## WHAT YOU HAVE TO DO
An exact transcription of all the entries below is required.

[Stored data entries]

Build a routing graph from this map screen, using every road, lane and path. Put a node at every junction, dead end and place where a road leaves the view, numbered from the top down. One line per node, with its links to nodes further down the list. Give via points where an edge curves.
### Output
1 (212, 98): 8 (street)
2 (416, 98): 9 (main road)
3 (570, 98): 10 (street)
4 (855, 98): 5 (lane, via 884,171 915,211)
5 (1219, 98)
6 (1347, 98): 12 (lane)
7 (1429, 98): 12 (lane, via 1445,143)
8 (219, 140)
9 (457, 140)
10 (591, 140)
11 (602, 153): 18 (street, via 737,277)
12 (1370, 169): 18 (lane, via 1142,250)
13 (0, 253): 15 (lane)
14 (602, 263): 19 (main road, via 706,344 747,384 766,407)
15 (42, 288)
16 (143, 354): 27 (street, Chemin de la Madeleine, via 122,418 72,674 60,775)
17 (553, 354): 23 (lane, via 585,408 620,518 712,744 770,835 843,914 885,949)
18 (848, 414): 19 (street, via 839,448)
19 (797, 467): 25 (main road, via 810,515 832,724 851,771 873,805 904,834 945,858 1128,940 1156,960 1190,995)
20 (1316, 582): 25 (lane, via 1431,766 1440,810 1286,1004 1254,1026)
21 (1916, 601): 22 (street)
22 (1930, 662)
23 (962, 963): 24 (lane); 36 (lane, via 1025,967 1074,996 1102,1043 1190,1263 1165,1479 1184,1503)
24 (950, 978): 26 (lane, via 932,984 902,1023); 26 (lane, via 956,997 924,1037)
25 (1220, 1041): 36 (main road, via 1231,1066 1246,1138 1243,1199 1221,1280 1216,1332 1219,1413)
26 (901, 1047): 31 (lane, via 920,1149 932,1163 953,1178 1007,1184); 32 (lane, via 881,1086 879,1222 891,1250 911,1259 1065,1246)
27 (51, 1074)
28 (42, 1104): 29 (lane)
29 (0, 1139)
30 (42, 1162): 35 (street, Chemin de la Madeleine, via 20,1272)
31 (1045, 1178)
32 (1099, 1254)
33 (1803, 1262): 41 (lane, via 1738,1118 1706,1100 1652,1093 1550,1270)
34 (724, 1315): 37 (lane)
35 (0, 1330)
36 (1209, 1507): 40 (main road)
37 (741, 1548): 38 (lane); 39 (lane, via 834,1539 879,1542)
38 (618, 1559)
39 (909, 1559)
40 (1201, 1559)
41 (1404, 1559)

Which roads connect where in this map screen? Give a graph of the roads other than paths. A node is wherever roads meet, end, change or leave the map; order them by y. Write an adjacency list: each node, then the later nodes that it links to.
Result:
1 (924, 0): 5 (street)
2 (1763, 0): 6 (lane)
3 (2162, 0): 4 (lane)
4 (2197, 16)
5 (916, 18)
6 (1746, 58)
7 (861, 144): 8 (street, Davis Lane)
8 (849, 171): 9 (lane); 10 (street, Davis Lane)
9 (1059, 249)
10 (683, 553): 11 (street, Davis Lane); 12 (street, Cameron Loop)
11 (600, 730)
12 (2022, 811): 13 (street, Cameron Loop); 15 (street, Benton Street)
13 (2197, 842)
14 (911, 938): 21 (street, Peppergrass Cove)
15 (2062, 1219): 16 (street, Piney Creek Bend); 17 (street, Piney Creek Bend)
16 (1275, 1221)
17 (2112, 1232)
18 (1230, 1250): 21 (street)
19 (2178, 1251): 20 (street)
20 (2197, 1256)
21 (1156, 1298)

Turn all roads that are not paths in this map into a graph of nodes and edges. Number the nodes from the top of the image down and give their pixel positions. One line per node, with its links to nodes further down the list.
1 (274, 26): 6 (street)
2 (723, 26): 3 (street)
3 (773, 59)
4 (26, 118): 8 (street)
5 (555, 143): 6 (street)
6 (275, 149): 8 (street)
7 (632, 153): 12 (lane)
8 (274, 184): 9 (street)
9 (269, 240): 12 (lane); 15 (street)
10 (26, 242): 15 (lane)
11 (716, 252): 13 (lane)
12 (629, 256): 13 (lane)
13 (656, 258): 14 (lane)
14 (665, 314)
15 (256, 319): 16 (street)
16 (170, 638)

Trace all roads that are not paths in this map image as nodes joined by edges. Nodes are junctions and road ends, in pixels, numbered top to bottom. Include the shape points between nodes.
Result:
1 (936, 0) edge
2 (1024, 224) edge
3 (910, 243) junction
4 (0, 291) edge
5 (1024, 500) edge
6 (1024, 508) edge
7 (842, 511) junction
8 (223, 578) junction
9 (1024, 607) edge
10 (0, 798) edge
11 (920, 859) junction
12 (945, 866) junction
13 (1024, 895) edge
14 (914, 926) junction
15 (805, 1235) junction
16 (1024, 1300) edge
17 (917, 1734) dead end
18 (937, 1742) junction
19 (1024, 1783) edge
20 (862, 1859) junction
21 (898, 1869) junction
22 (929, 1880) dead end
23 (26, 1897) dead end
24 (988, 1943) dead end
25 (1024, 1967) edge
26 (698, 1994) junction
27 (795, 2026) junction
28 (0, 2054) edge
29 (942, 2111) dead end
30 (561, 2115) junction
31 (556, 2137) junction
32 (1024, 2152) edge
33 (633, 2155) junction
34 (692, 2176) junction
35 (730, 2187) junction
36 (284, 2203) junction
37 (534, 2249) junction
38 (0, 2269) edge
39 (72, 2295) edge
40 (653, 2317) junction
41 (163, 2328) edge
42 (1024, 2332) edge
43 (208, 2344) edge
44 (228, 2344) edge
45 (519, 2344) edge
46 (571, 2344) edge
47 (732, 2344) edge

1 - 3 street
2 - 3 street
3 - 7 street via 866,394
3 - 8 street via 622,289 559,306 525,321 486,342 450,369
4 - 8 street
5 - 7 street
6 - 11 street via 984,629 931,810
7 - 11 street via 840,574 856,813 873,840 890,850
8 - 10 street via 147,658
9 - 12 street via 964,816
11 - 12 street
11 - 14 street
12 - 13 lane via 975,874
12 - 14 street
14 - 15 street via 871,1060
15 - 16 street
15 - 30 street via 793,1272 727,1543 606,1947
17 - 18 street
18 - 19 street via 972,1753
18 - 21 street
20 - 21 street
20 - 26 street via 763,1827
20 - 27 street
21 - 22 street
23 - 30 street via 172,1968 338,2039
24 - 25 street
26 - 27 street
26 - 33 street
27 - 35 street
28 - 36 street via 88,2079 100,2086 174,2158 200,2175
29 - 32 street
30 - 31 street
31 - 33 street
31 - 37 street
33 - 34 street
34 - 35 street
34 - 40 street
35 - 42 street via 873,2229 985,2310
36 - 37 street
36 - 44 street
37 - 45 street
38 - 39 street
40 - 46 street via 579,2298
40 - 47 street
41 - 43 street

## REPLY
Build a routing graph from this map screen, using every road, lane and path. Put a node at every junction, dead end and place where a road leaves the view, numbered from the top down. One line per node, with its links to nodes further down the list. Give via points where an edge curves.
### Output
1 (212, 98): 8 (street)
2 (416, 98): 9 (main road)
3 (570, 98): 10 (street)
4 (855, 98): 5 (lane, via 884,171 915,211)
5 (1219, 98)
6 (1347, 98): 12 (lane)
7 (1429, 98): 12 (lane, via 1445,143)
8 (219, 140)
9 (457, 140)
10 (591, 140)
11 (602, 153): 18 (street, via 737,277)
12 (1370, 169): 18 (lane, via 1142,250)
13 (0, 253): 15 (lane)
14 (602, 263): 19 (main road, via 706,344 747,384 766,407)
15 (42, 288)
16 (143, 354): 27 (street, Chemin de la Madeleine, via 122,418 72,674 60,775)
17 (553, 354): 23 (lane, via 585,408 620,518 712,744 770,835 843,914 885,949)
18 (848, 414): 19 (street, via 839,448)
19 (797, 467): 25 (main road, via 810,515 832,724 851,771 873,805 904,834 945,858 1128,940 1156,960 1190,995)
20 (1316, 582): 25 (lane, via 1431,766 1440,810 1286,1004 1254,1026)
21 (1916, 601): 22 (street)
22 (1930, 662)
23 (962, 963): 24 (lane); 36 (lane, via 1025,967 1074,996 1102,1043 1190,1263 1165,1479 1184,1503)
24 (950, 978): 26 (lane, via 932,984 902,1023); 26 (lane, via 956,997 924,1037)
25 (1220, 1041): 36 (main road, via 1231,1066 1246,1138 1243,1199 1221,1280 1216,1332 1219,1413)
26 (901, 1047): 31 (lane, via 920,1149 932,1163 953,1178 1007,1184); 32 (lane, via 881,1086 879,1222 891,1250 911,1259 1065,1246)
27 (51, 1074)
28 (42, 1104): 29 (lane)
29 (0, 1139)
30 (42, 1162): 35 (street, Chemin de la Madeleine, via 20,1272)
31 (1045, 1178)
32 (1099, 1254)
33 (1803, 1262): 41 (lane, via 1738,1118 1706,1100 1652,1093 1550,1270)
34 (724, 1315): 37 (lane)
35 (0, 1330)
36 (1209, 1507): 40 (main road)
37 (741, 1548): 38 (lane); 39 (lane, via 834,1539 879,1542)
38 (618, 1559)
39 (909, 1559)
40 (1201, 1559)
41 (1404, 1559)

Which roads connect where in this map screen? Give a graph of the roads other than paths. A node is wherever roads meet, end, change or leave the map; order them by y. Write an adjacency list: each node, then the later nodes that it links to.
Result:
1 (924, 0): 5 (street)
2 (1763, 0): 6 (lane)
3 (2162, 0): 4 (lane)
4 (2197, 16)
5 (916, 18)
6 (1746, 58)
7 (861, 144): 8 (street, Davis Lane)
8 (849, 171): 9 (lane); 10 (street, Davis Lane)
9 (1059, 249)
10 (683, 553): 11 (street, Davis Lane); 12 (street, Cameron Loop)
11 (600, 730)
12 (2022, 811): 13 (street, Cameron Loop); 15 (street, Benton Street)
13 (2197, 842)
14 (911, 938): 21 (street, Peppergrass Cove)
15 (2062, 1219): 16 (street, Piney Creek Bend); 17 (street, Piney Creek Bend)
16 (1275, 1221)
17 (2112, 1232)
18 (1230, 1250): 21 (street)
19 (2178, 1251): 20 (street)
20 (2197, 1256)
21 (1156, 1298)

Turn all roads that are not paths in this map into a graph of nodes and edges. Number the nodes from the top of the image down and give their pixel positions. One line per node, with its links to nodes further down the list.
1 (274, 26): 6 (street)
2 (723, 26): 3 (street)
3 (773, 59)
4 (26, 118): 8 (street)
5 (555, 143): 6 (street)
6 (275, 149): 8 (street)
7 (632, 153): 12 (lane)
8 (274, 184): 9 (street)
9 (269, 240): 12 (lane); 15 (street)
10 (26, 242): 15 (lane)
11 (716, 252): 13 (lane)
12 (629, 256): 13 (lane)
13 (656, 258): 14 (lane)
14 (665, 314)
15 (256, 319): 16 (street)
16 (170, 638)

Trace all roads that are not paths in this map image as nodes joined by edges. Nodes are junctions and road ends, in pixels, numbered top to bottom. Include the shape points between nodes.
Result:
1 (936, 0) edge
2 (1024, 224) edge
3 (910, 243) junction
4 (0, 291) edge
5 (1024, 500) edge
6 (1024, 508) edge
7 (842, 511) junction
8 (223, 578) junction
9 (1024, 607) edge
10 (0, 798) edge
11 (920, 859) junction
12 (945, 866) junction
13 (1024, 895) edge
14 (914, 926) junction
15 (805, 1235) junction
16 (1024, 1300) edge
17 (917, 1734) dead end
18 (937, 1742) junction
19 (1024, 1783) edge
20 (862, 1859) junction
21 (898, 1869) junction
22 (929, 1880) dead end
23 (26, 1897) dead end
24 (988, 1943) dead end
25 (1024, 1967) edge
26 (698, 1994) junction
27 (795, 2026) junction
28 (0, 2054) edge
29 (942, 2111) dead end
30 (561, 2115) junction
31 (556, 2137) junction
32 (1024, 2152) edge
33 (633, 2155) junction
34 (692, 2176) junction
35 (730, 2187) junction
36 (284, 2203) junction
37 (534, 2249) junction
38 (0, 2269) edge
39 (72, 2295) edge
40 (653, 2317) junction
41 (163, 2328) edge
42 (1024, 2332) edge
43 (208, 2344) edge
44 (228, 2344) edge
45 (519, 2344) edge
46 (571, 2344) edge
47 (732, 2344) edge

1 - 3 street
2 - 3 street
3 - 7 street via 866,394
3 - 8 street via 622,289 559,306 525,321 486,342 450,369
4 - 8 street
5 - 7 street
6 - 11 street via 984,629 931,810
7 - 11 street via 840,574 856,813 873,840 890,850
8 - 10 street via 147,658
9 - 12 street via 964,816
11 - 12 street
11 - 14 street
12 - 13 lane via 975,874
12 - 14 street
14 - 15 street via 871,1060
15 - 16 street
15 - 30 street via 793,1272 727,1543 606,1947
17 - 18 street
18 - 19 street via 972,1753
18 - 21 street
20 - 21 street
20 - 26 street via 763,1827
20 - 27 street
21 - 22 street
23 - 30 street via 172,1968 338,2039
24 - 25 street
26 - 27 street
26 - 33 street
27 - 35 street
28 - 36 street via 88,2079 100,2086 174,2158 200,2175
29 - 32 street
30 - 31 street
31 - 33 street
31 - 37 street
33 - 34 street
34 - 35 street
34 - 40 street
35 - 42 street via 873,2229 985,2310
36 - 37 street
36 - 44 street
37 - 45 street
38 - 39 street
40 - 46 street via 579,2298
40 - 47 street
41 - 43 street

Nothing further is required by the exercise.